## Task directions
If a line in the entries includes "edges", show that line.

## Data shown
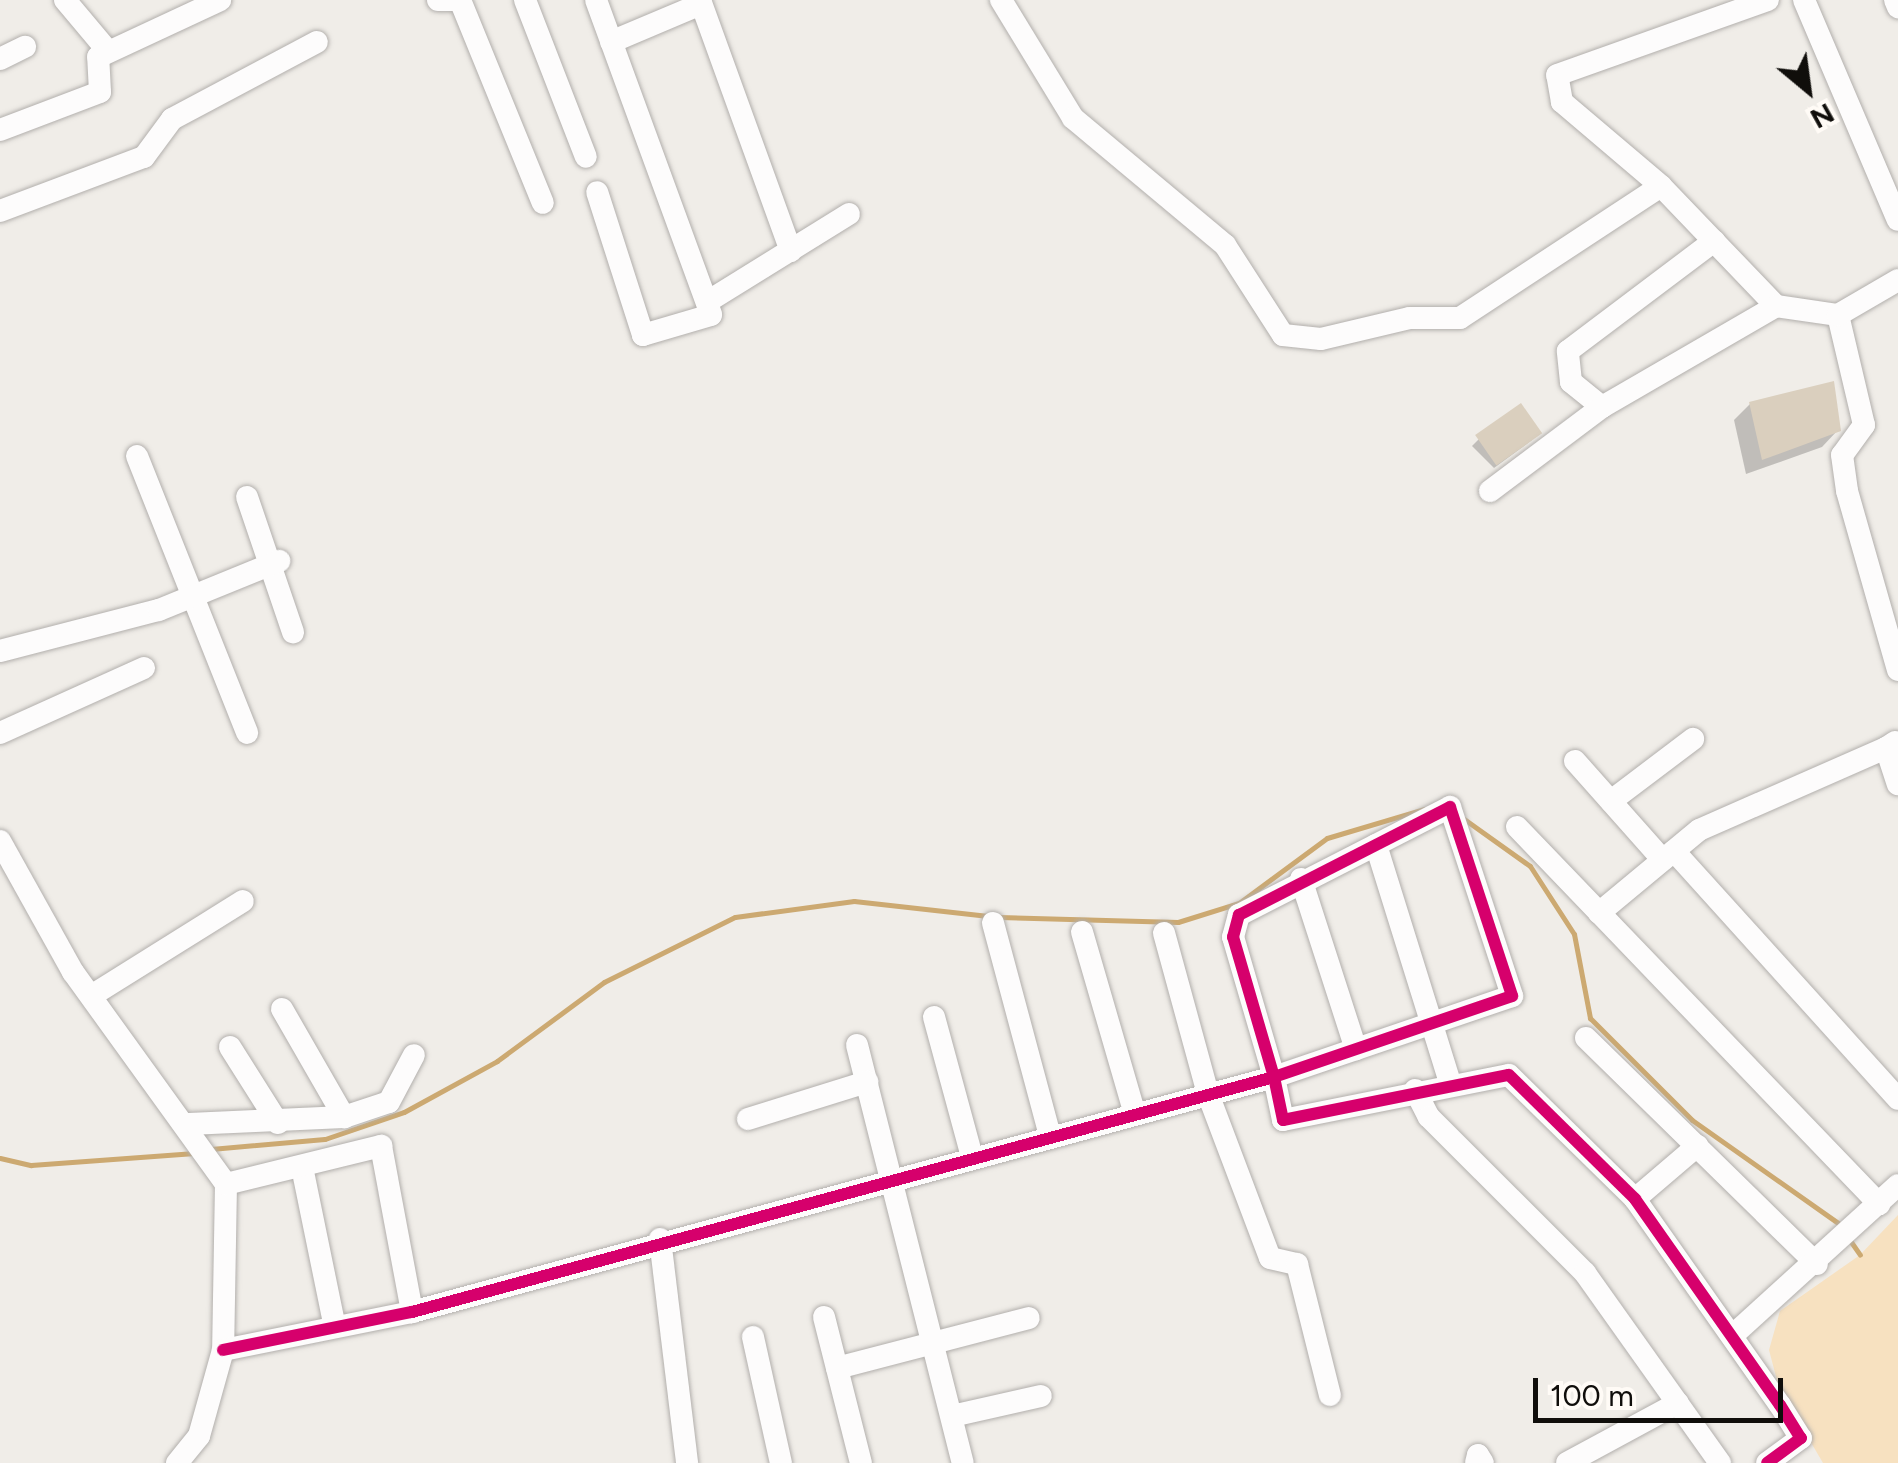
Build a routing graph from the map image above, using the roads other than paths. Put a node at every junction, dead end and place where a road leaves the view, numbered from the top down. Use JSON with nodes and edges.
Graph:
{"nodes":[{"id":1,"x":65,"y":0,"type":"edge"},
{"id":2,"x":220,"y":0,"type":"edge"},
{"id":3,"x":438,"y":0,"type":"edge"},
{"id":4,"x":452,"y":0,"type":"edge"},
{"id":5,"x":460,"y":0,"type":"edge"},
{"id":6,"x":525,"y":0,"type":"edge"},
{"id":7,"x":596,"y":0,"type":"edge"},
{"id":8,"x":1001,"y":0,"type":"edge"},
{"id":9,"x":1768,"y":0,"type":"edge"},
{"id":10,"x":1804,"y":0,"type":"edge"},
{"id":11,"x":1895,"y":0,"type":"edge"},
{"id":12,"x":700,"y":2,"type":"edge"},
{"id":13,"x":1898,"y":7,"type":"edge"},
{"id":14,"x":317,"y":42,"type":"dead end"},
{"id":15,"x":611,"y":42,"type":"junction"},
{"id":16,"x":25,"y":47,"type":"dead end"},
{"id":17,"x":107,"y":50,"type":"junction"},
{"id":18,"x":0,"y":59,"type":"edge"},
{"id":19,"x":0,"y":130,"type":"edge"},
{"id":20,"x":586,"y":157,"type":"dead end"},
{"id":21,"x":1661,"y":186,"type":"junction"},
{"id":22,"x":596,"y":192,"type":"dead end"},
{"id":23,"x":543,"y":203,"type":"dead end"},
{"id":24,"x":0,"y":212,"type":"edge"},
{"id":25,"x":849,"y":214,"type":"dead end"},
{"id":26,"x":1898,"y":220,"type":"edge"},
{"id":27,"x":1714,"y":241,"type":"junction"},
{"id":28,"x":791,"y":251,"type":"junction"},
{"id":29,"x":1898,"y":280,"type":"edge"},
{"id":30,"x":707,"y":302,"type":"junction"},
{"id":31,"x":1776,"y":306,"type":"junction"},
{"id":32,"x":1838,"y":315,"type":"junction"},
{"id":33,"x":1602,"y":407,"type":"junction"},
{"id":34,"x":137,"y":456,"type":"dead end"},
{"id":35,"x":1490,"y":491,"type":"dead end"},
{"id":36,"x":247,"y":498,"type":"dead end"},
{"id":37,"x":272,"y":564,"type":"junction"},
{"id":38,"x":190,"y":598,"type":"junction"},
{"id":39,"x":294,"y":632,"type":"dead end"},
{"id":40,"x":0,"y":651,"type":"edge"},
{"id":41,"x":144,"y":668,"type":"dead end"},
{"id":42,"x":1898,"y":670,"type":"edge"},
{"id":43,"x":0,"y":733,"type":"edge"},
{"id":44,"x":247,"y":733,"type":"dead end"},
{"id":45,"x":1693,"y":739,"type":"dead end"},
{"id":46,"x":1892,"y":744,"type":"edge"},
{"id":47,"x":1575,"y":761,"type":"dead end"},
{"id":48,"x":1898,"y":784,"type":"edge"},
{"id":49,"x":1611,"y":801,"type":"junction"},
{"id":50,"x":1517,"y":826,"type":"dead end"},
{"id":51,"x":0,"y":841,"type":"edge"},
{"id":52,"x":1376,"y":845,"type":"junction"},
{"id":53,"x":1668,"y":856,"type":"junction"},
{"id":54,"x":1300,"y":879,"type":"junction"},
{"id":55,"x":244,"y":901,"type":"dead end"},
{"id":56,"x":1600,"y":913,"type":"junction"},
{"id":57,"x":993,"y":923,"type":"dead end"},
{"id":58,"x":1082,"y":932,"type":"dead end"},
{"id":59,"x":1164,"y":933,"type":"dead end"},
{"id":60,"x":91,"y":996,"type":"junction"},
{"id":61,"x":282,"y":1009,"type":"dead end"},
{"id":62,"x":934,"y":1017,"type":"dead end"},
{"id":63,"x":1432,"y":1023,"type":"junction"},
{"id":64,"x":1586,"y":1038,"type":"dead end"},
{"id":65,"x":857,"y":1045,"type":"dead end"},
{"id":66,"x":230,"y":1047,"type":"dead end"},
{"id":67,"x":1356,"y":1049,"type":"junction"},
{"id":68,"x":414,"y":1056,"type":"dead end"},
{"id":69,"x":1274,"y":1077,"type":"junction"},
{"id":70,"x":867,"y":1082,"type":"junction"},
{"id":71,"x":1450,"y":1082,"type":"junction"},
{"id":72,"x":1416,"y":1090,"type":"junction"},
{"id":73,"x":1208,"y":1094,"type":"junction"},
{"id":74,"x":1898,"y":1099,"type":"edge"},
{"id":75,"x":1135,"y":1114,"type":"junction"},
{"id":76,"x":344,"y":1117,"type":"junction"},
{"id":77,"x":748,"y":1119,"type":"dead end"},
{"id":78,"x":278,"y":1123,"type":"junction"},
{"id":79,"x":188,"y":1124,"type":"junction"},
{"id":80,"x":1050,"y":1136,"type":"junction"},
{"id":81,"x":1697,"y":1146,"type":"junction"},
{"id":82,"x":972,"y":1156,"type":"junction"},
{"id":83,"x":302,"y":1166,"type":"junction"},
{"id":84,"x":894,"y":1177,"type":"junction"},
{"id":85,"x":224,"y":1179,"type":"junction"},
{"id":86,"x":1898,"y":1185,"type":"edge"},
{"id":87,"x":1635,"y":1199,"type":"junction"},
{"id":88,"x":1878,"y":1204,"type":"junction"},
{"id":89,"x":660,"y":1239,"type":"junction"},
{"id":90,"x":1817,"y":1264,"type":"junction"},
{"id":91,"x":412,"y":1312,"type":"junction"},
{"id":92,"x":824,"y":1317,"type":"dead end"},
{"id":93,"x":1029,"y":1318,"type":"dead end"},
{"id":94,"x":334,"y":1324,"type":"junction"},
{"id":95,"x":753,"y":1336,"type":"dead end"},
{"id":96,"x":1732,"y":1336,"type":"junction"},
{"id":97,"x":934,"y":1343,"type":"junction"},
{"id":98,"x":223,"y":1350,"type":"junction"},
{"id":99,"x":837,"y":1368,"type":"junction"},
{"id":100,"x":1330,"y":1395,"type":"dead end"},
{"id":101,"x":1040,"y":1396,"type":"dead end"},
{"id":102,"x":1678,"y":1403,"type":"junction"},
{"id":103,"x":952,"y":1416,"type":"junction"},
{"id":104,"x":1574,"y":1461,"type":"edge"},
{"id":105,"x":178,"y":1463,"type":"edge"},
{"id":106,"x":687,"y":1463,"type":"edge"},
{"id":107,"x":781,"y":1463,"type":"edge"},
{"id":108,"x":861,"y":1463,"type":"edge"},
{"id":109,"x":963,"y":1463,"type":"edge"},
{"id":110,"x":1720,"y":1463,"type":"edge"},
{"id":111,"x":1767,"y":1463,"type":"edge"}],
"edges":[{"from":1,"to":17,"type":"street"},
{"from":2,"to":17,"type":"street"},
{"from":3,"to":4,"type":"street"},
{"from":5,"to":23,"type":"street"},
{"from":6,"to":20,"type":"street"},
{"from":7,"to":15,"type":"street"},
{"from":8,"to":21,"type":"street"},
{"from":9,"to":21,"type":"street"},
{"from":10,"to":26,"type":"street"},
{"from":11,"to":13,"type":"street"},
{"from":12,"to":15,"type":"street"},
{"from":12,"to":28,"type":"street"},
{"from":14,"to":24,"type":"street"},
{"from":15,"to":30,"type":"street"},
{"from":16,"to":18,"type":"street"},
{"from":17,"to":19,"type":"street"},
{"from":21,"to":27,"type":"street"},
{"from":22,"to":30,"type":"street"},
{"from":25,"to":28,"type":"street"},
{"from":27,"to":31,"type":"street"},
{"from":27,"to":33,"type":"street"},
{"from":28,"to":30,"type":"street"},
{"from":29,"to":32,"type":"street"},
{"from":31,"to":32,"type":"street"},
{"from":31,"to":33,"type":"street"},
{"from":32,"to":42,"type":"street"},
{"from":33,"to":35,"type":"street"},
{"from":34,"to":38,"type":"street"},
{"from":36,"to":37,"type":"street"},
{"from":37,"to":38,"type":"street"},
{"from":37,"to":39,"type":"street"},
{"from":38,"to":40,"type":"street"},
{"from":38,"to":44,"type":"street"},
{"from":41,"to":43,"type":"street"},
{"from":45,"to":49,"type":"street"},
{"from":46,"to":48,"type":"street"},
{"from":46,"to":53,"type":"street"},
{"from":47,"to":49,"type":"street"},
{"from":49,"to":53,"type":"street"},
{"from":50,"to":56,"type":"street"},
{"from":51,"to":60,"type":"street"},
{"from":52,"to":54,"type":"street"},
{"from":52,"to":63,"type":"street"},
{"from":52,"to":63,"type":"street"},
{"from":53,"to":56,"type":"street"},
{"from":53,"to":74,"type":"street"},
{"from":54,"to":67,"type":"street"},
{"from":54,"to":69,"type":"street"},
{"from":55,"to":60,"type":"street"},
{"from":56,"to":88,"type":"street"},
{"from":57,"to":80,"type":"street"},
{"from":58,"to":75,"type":"street"},
{"from":59,"to":73,"type":"street"},
{"from":60,"to":79,"type":"street"},
{"from":61,"to":76,"type":"street"},
{"from":62,"to":82,"type":"street"},
{"from":63,"to":67,"type":"street"},
{"from":63,"to":71,"type":"street"},
{"from":64,"to":81,"type":"street"},
{"from":65,"to":70,"type":"street"},
{"from":66,"to":78,"type":"street"},
{"from":67,"to":69,"type":"street"},
{"from":68,"to":76,"type":"street"},
{"from":69,"to":72,"type":"street"},
{"from":69,"to":73,"type":"street"},
{"from":70,"to":77,"type":"street"},
{"from":70,"to":84,"type":"street"},
{"from":71,"to":72,"type":"street"},
{"from":71,"to":87,"type":"street"},
{"from":72,"to":102,"type":"street"},
{"from":73,"to":75,"type":"street"},
{"from":73,"to":100,"type":"street"},
{"from":75,"to":80,"type":"street"},
{"from":76,"to":78,"type":"street"},
{"from":78,"to":79,"type":"street"},
{"from":79,"to":85,"type":"street"},
{"from":80,"to":82,"type":"street"},
{"from":81,"to":87,"type":"street"},
{"from":81,"to":90,"type":"street"},
{"from":82,"to":84,"type":"street"},
{"from":83,"to":85,"type":"street"},
{"from":83,"to":91,"type":"street"},
{"from":83,"to":94,"type":"street"},
{"from":84,"to":89,"type":"street"},
{"from":84,"to":97,"type":"street"},
{"from":85,"to":98,"type":"street"},
{"from":86,"to":88,"type":"street"},
{"from":87,"to":96,"type":"street"},
{"from":88,"to":90,"type":"street"},
{"from":89,"to":91,"type":"street"},
{"from":89,"to":106,"type":"street"},
{"from":90,"to":96,"type":"street"},
{"from":91,"to":94,"type":"street"},
{"from":92,"to":99,"type":"street"},
{"from":93,"to":97,"type":"street"},
{"from":94,"to":98,"type":"street"},
{"from":95,"to":107,"type":"street"},
{"from":96,"to":111,"type":"street"},
{"from":97,"to":99,"type":"street"},
{"from":97,"to":103,"type":"street"},
{"from":98,"to":105,"type":"street"},
{"from":99,"to":108,"type":"street"},
{"from":101,"to":103,"type":"street"},
{"from":102,"to":104,"type":"street"},
{"from":102,"to":110,"type":"street"},
{"from":103,"to":109,"type":"street"}]}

## Output of the exercise
Build a routing graph from the map image above, using the roads other than paths. Put a node at every junction, dead end and place where a road leaves the view, numbered from the top down. Use JSON with nodes and edges.
"edges":[{"from":1,"to":17,"type":"street"},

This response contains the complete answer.